2015 Troon Vineyard Tannat Kubli Bench Applegate Valley, Oregon: Retail $40. Before my buddy Craig Camp moved up to Oregon to manage Troon, I am pretty sure that my Tannat consumption was limited to a few wines from the Madiran region of Southern France. Those wines are typically big, dark, and chewy, usually requiring a decade in the cellar before they can approach being drinkable. That is not the case with this lovely wine from Southern Oregon. Yes, it is inky dark in the glass with dark berry fruit, a touch of black licorice, and clove. The palate is fruity and silky, with earth and just the slightest hint of tannin on the finish. This is both an easy drinking wine as well as a wonderful pairing with any various types of animal flesh. I do not say this casually, but the winemakers in Madiran would be wise to take a trip to the Applegate Valley and take a few notes at Troon. Excellent to Outstanding. 92-94 Points.
2017 Troon Vineyard Vermentino Applegate Valley, OR: Retail $22. Pale straw in the glass with tropical and floral notes of papaya, guava, and red roses. The palate is tart and perfumed with good fruit and brilliant acidity. The home of Vermentino is in the South of France (OK, some might say Italy), where it is usually a bit rounder and typically more citrus than tropical. This is a solid New World interpretation of the variety. Very Good. 87-89 Points.
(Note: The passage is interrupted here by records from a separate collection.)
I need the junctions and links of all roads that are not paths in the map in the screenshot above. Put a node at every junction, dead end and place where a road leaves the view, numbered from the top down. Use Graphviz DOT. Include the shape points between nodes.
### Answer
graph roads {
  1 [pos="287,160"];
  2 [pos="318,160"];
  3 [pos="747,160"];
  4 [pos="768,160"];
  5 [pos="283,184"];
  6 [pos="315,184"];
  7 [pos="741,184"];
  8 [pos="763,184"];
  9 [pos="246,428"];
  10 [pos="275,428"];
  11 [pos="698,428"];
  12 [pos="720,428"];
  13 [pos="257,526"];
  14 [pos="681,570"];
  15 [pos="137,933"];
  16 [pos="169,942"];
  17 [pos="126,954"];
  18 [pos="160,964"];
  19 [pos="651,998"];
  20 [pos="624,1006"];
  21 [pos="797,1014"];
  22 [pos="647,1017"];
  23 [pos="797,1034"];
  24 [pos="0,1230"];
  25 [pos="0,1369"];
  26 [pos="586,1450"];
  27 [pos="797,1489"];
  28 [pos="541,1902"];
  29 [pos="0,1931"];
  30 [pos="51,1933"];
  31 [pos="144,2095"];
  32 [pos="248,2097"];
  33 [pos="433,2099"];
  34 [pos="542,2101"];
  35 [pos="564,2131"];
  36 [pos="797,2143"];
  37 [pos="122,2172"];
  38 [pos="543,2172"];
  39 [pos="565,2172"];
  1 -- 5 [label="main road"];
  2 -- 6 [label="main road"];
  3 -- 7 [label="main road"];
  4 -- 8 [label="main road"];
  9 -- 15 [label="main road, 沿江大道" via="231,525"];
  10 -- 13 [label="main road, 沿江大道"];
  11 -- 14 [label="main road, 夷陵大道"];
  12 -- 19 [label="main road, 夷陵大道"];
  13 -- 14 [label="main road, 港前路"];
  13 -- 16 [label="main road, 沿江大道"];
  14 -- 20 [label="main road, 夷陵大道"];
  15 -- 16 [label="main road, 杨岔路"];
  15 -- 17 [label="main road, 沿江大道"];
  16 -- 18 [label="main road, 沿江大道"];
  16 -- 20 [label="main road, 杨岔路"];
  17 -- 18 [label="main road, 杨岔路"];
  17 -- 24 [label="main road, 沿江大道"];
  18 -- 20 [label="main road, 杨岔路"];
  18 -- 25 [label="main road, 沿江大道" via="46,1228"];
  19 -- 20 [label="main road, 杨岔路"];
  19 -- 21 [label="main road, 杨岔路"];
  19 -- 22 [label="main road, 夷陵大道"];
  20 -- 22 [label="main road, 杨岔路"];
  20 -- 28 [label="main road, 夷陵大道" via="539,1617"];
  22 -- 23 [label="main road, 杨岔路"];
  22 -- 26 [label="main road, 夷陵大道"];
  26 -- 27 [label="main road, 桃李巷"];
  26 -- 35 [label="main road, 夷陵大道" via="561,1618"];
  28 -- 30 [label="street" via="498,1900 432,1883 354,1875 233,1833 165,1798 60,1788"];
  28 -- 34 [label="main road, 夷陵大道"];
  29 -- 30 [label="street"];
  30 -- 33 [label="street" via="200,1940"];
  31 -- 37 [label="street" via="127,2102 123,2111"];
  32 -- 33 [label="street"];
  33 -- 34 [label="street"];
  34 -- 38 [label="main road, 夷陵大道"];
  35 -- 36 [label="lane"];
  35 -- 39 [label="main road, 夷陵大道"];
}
2017 Troon Vineyard Vermentino Whole Grape Ferment, Applegate Valley, OR: Retail $25. Vermentino, which I prefer to call Rolle (what the French call the variety), is one of my favorite wine grapes. Not only does it make wonderful white wines in the south of France, but it also results in tasty wines in various regions of Italy. It is also starting to show up all over the new world, including in Southern Oregon. The juice is not immediately separated from the skins as is usually the case with whites, resulting in a wine that is slightly golden in the glass, with fairly muted aromas on the nose, but nice tart flavors on the palate. This is not a world-beater, but it could win your block party. Very Good to Outstanding. 88-90 Points.
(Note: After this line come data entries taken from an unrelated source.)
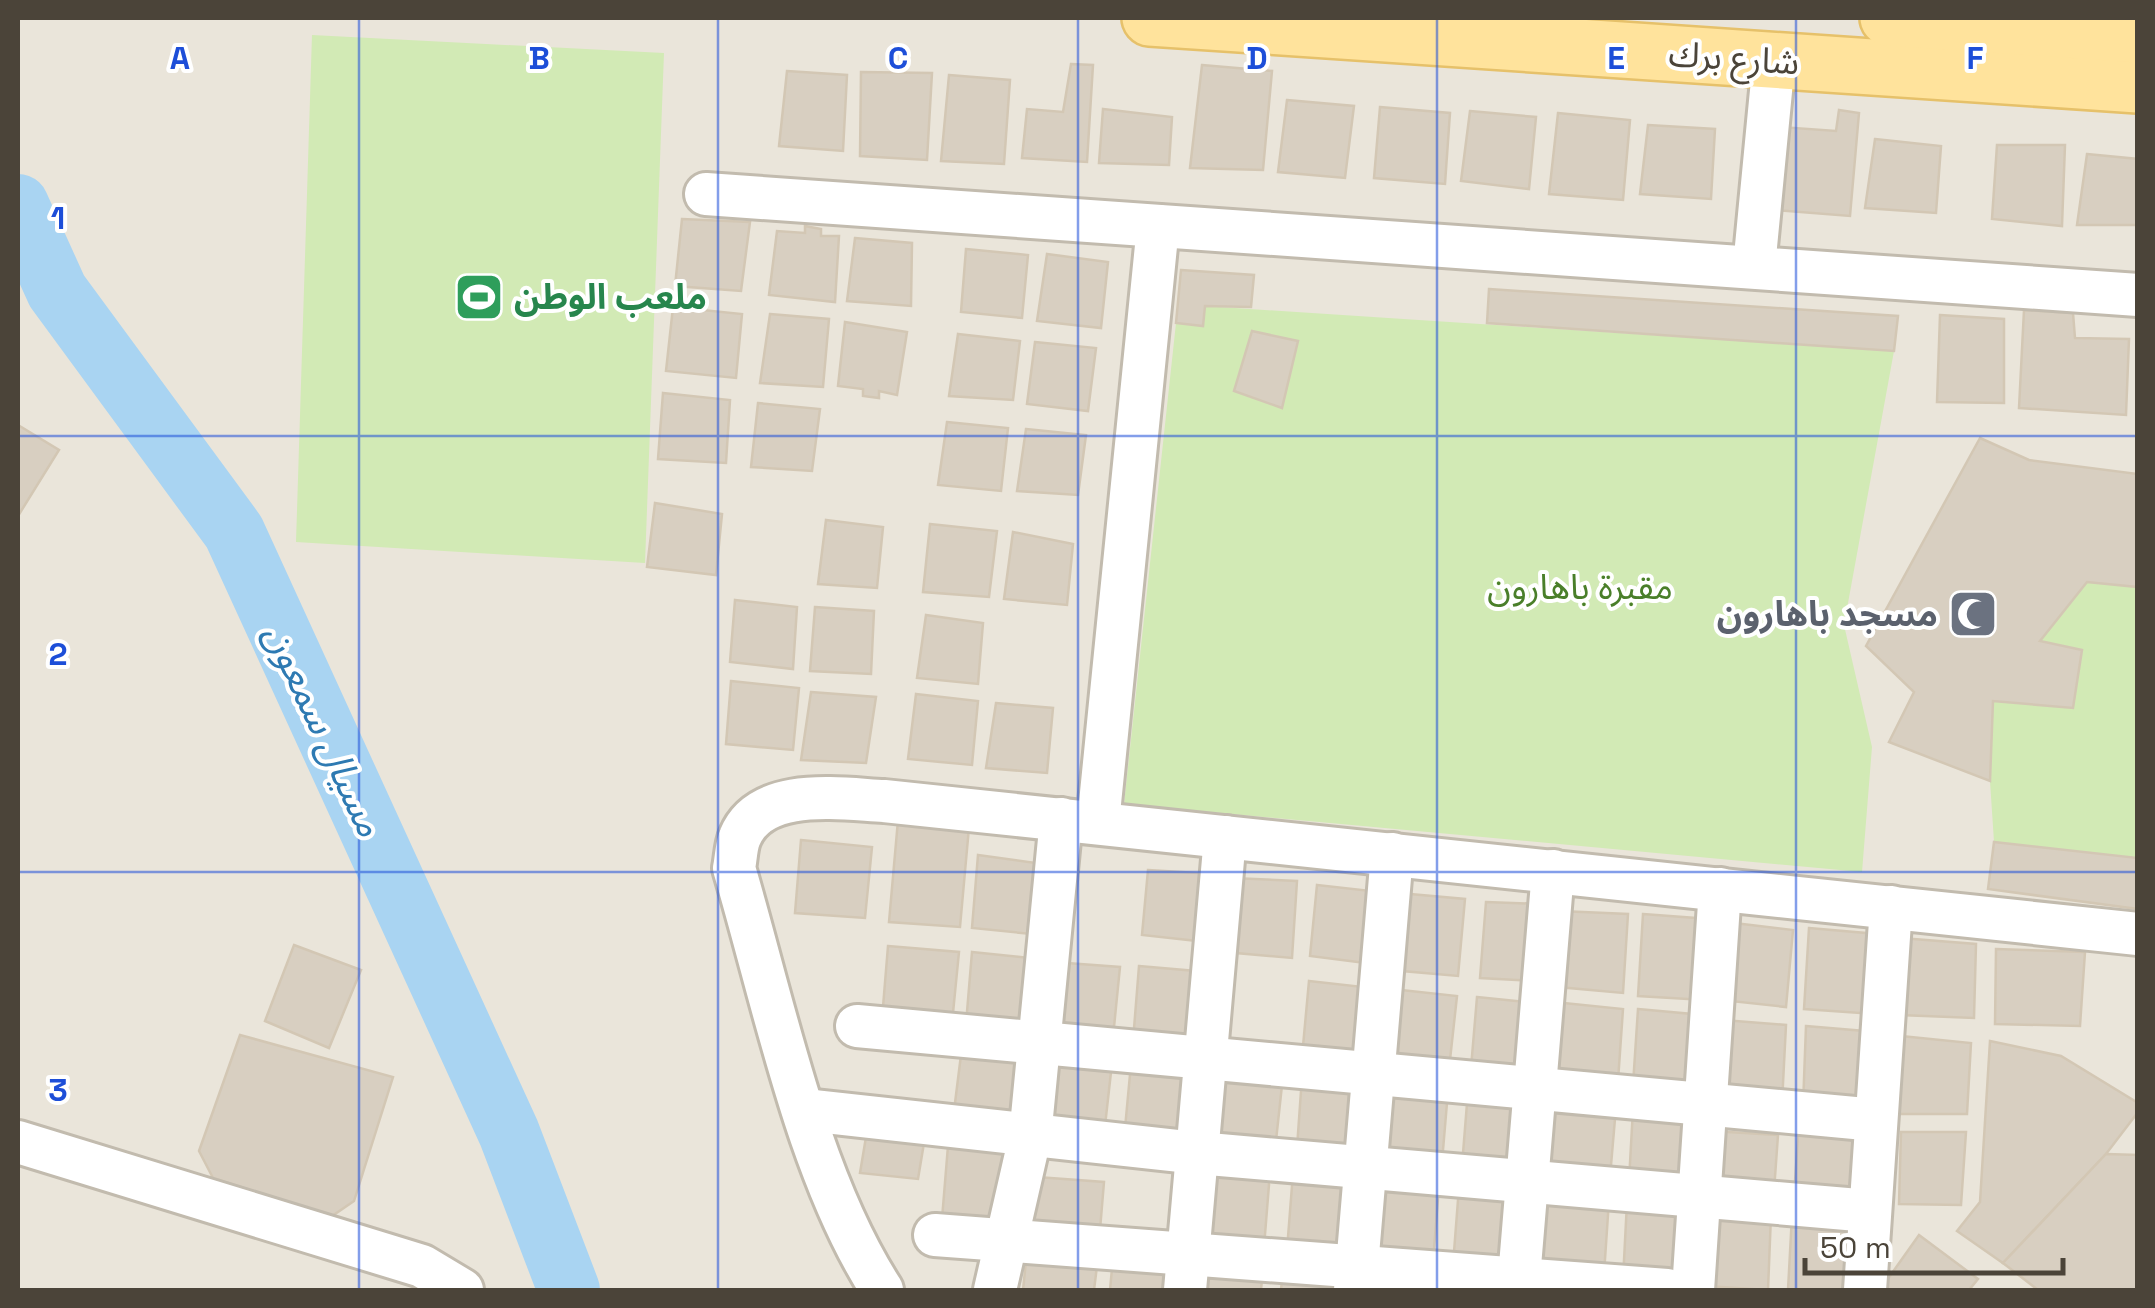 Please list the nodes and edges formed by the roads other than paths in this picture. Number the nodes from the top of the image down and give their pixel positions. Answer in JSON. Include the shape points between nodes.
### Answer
{"nodes":[{"id":1,"x":1150,"y":18,"type":"edge"},
{"id":2,"x":1888,"y":18,"type":"edge"},
{"id":3,"x":2138,"y":35,"type":"edge"},
{"id":4,"x":1774,"y":60,"type":"junction"},
{"id":5,"x":2138,"y":85,"type":"edge"},
{"id":6,"x":706,"y":194,"type":"dead end"},
{"id":7,"x":1158,"y":226,"type":"junction"},
{"id":8,"x":1754,"y":267,"type":"junction"},
{"id":9,"x":2138,"y":295,"type":"edge"},
{"id":10,"x":1079,"y":822,"type":"junction"},
{"id":11,"x":1226,"y":836,"type":"junction"},
{"id":12,"x":1392,"y":854,"type":"junction"},
{"id":13,"x":1552,"y":871,"type":"junction"},
{"id":14,"x":1720,"y":889,"type":"junction"},
{"id":15,"x":1891,"y":907,"type":"junction"},
{"id":16,"x":2138,"y":934,"type":"edge"},
{"id":17,"x":857,"y":1026,"type":"dead end"},
{"id":18,"x":1039,"y":1044,"type":"junction"},
{"id":19,"x":1206,"y":1059,"type":"junction"},
{"id":20,"x":1374,"y":1074,"type":"junction"},
{"id":21,"x":1535,"y":1089,"type":"junction"},
{"id":22,"x":1705,"y":1105,"type":"junction"},
{"id":23,"x":806,"y":1110,"type":"junction"},
{"id":24,"x":1876,"y":1120,"type":"junction"},
{"id":25,"x":1030,"y":1137,"type":"junction"},
{"id":26,"x":18,"y":1142,"type":"edge"},
{"id":27,"x":1196,"y":1153,"type":"junction"},
{"id":28,"x":1366,"y":1169,"type":"junction"},
{"id":29,"x":1527,"y":1183,"type":"junction"},
{"id":30,"x":1700,"y":1197,"type":"junction"},
{"id":31,"x":1870,"y":1212,"type":"junction"},
{"id":32,"x":935,"y":1235,"type":"dead end"},
{"id":33,"x":1008,"y":1242,"type":"junction"},
{"id":34,"x":1187,"y":1272,"type":"edge"},
{"id":35,"x":1356,"y":1279,"type":"edge"},
{"id":36,"x":1518,"y":1285,"type":"edge"},
{"id":37,"x":462,"y":1290,"type":"edge"},
{"id":38,"x":882,"y":1290,"type":"edge"},
{"id":39,"x":996,"y":1290,"type":"edge"},
{"id":40,"x":1667,"y":1290,"type":"edge"},
{"id":41,"x":1693,"y":1290,"type":"edge"},
{"id":42,"x":1865,"y":1290,"type":"edge"}],
"edges":[{"from":1,"to":4,"type":"main road","name":"شارع برك"},
{"from":2,"to":3,"type":"main road"},
{"from":4,"to":5,"type":"main road","name":"شارع برك"},
{"from":4,"to":8,"type":"street"},
{"from":6,"to":7,"type":"street"},
{"from":7,"to":8,"type":"street"},
{"from":7,"to":10,"type":"street"},
{"from":8,"to":9,"type":"street"},
{"from":10,"to":11,"type":"street"},
{"from":10,"to":18,"type":"street"},
{"from":10,"to":23,"type":"street","via":[[884,800],[814,798],[762,809],[740,836],[734,868]]},
{"from":11,"to":12,"type":"street"},
{"from":11,"to":19,"type":"street"},
{"from":12,"to":13,"type":"street"},
{"from":12,"to":20,"type":"street"},
{"from":13,"to":14,"type":"street"},
{"from":13,"to":21,"type":"street"},
{"from":14,"to":15,"type":"street"},
{"from":14,"to":22,"type":"street"},
{"from":15,"to":16,"type":"street"},
{"from":15,"to":24,"type":"street"},
{"from":17,"to":18,"type":"street"},
{"from":18,"to":19,"type":"street"},
{"from":18,"to":25,"type":"street"},
{"from":19,"to":20,"type":"street"},
{"from":19,"to":27,"type":"street"},
{"from":20,"to":21,"type":"street"},
{"from":20,"to":28,"type":"street"},
{"from":21,"to":22,"type":"street"},
{"from":21,"to":29,"type":"street"},
{"from":22,"to":24,"type":"street"},
{"from":22,"to":30,"type":"street"},
{"from":23,"to":25,"type":"street"},
{"from":23,"to":38,"type":"street","via":[[854,1248]]},
{"from":24,"to":31,"type":"street"},
{"from":25,"to":27,"type":"street"},
{"from":25,"to":33,"type":"street"},
{"from":26,"to":37,"type":"street","via":[[422,1266]]},
{"from":27,"to":28,"type":"street"},
{"from":27,"to":34,"type":"street"},
{"from":28,"to":29,"type":"street"},
{"from":28,"to":35,"type":"street"},
{"from":29,"to":30,"type":"street"},
{"from":29,"to":36,"type":"street"},
{"from":30,"to":31,"type":"street"},
{"from":30,"to":41,"type":"street"},
{"from":31,"to":42,"type":"street"},
{"from":32,"to":33,"type":"street"},
{"from":33,"to":34,"type":"street"},
{"from":33,"to":39,"type":"street"},
{"from":34,"to":35,"type":"street"},
{"from":35,"to":36,"type":"street"},
{"from":36,"to":40,"type":"street"}]}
2017 Troon Vineyard Zinfandel Applegate Valley, OR: 97% Zinfandel, 3% Petite Sirah. Fairly light in the glass with incredible strawberry on the nose (one might think this were a Rosé with this nose). Fruity and lively on the palate and again, I think one would be hard pressed to label this as a Zin. Light yet fruity, but far from a bomb, this is a Zin that is easy and fun to drink in just about any situation. Very Good to Excellent. 89-91 Points.
Sadly, I have yet to visit Troon Vineyard, despite the fact that I drove right past it (I know, I know), but hopefully I will rectify that gross oversight soon.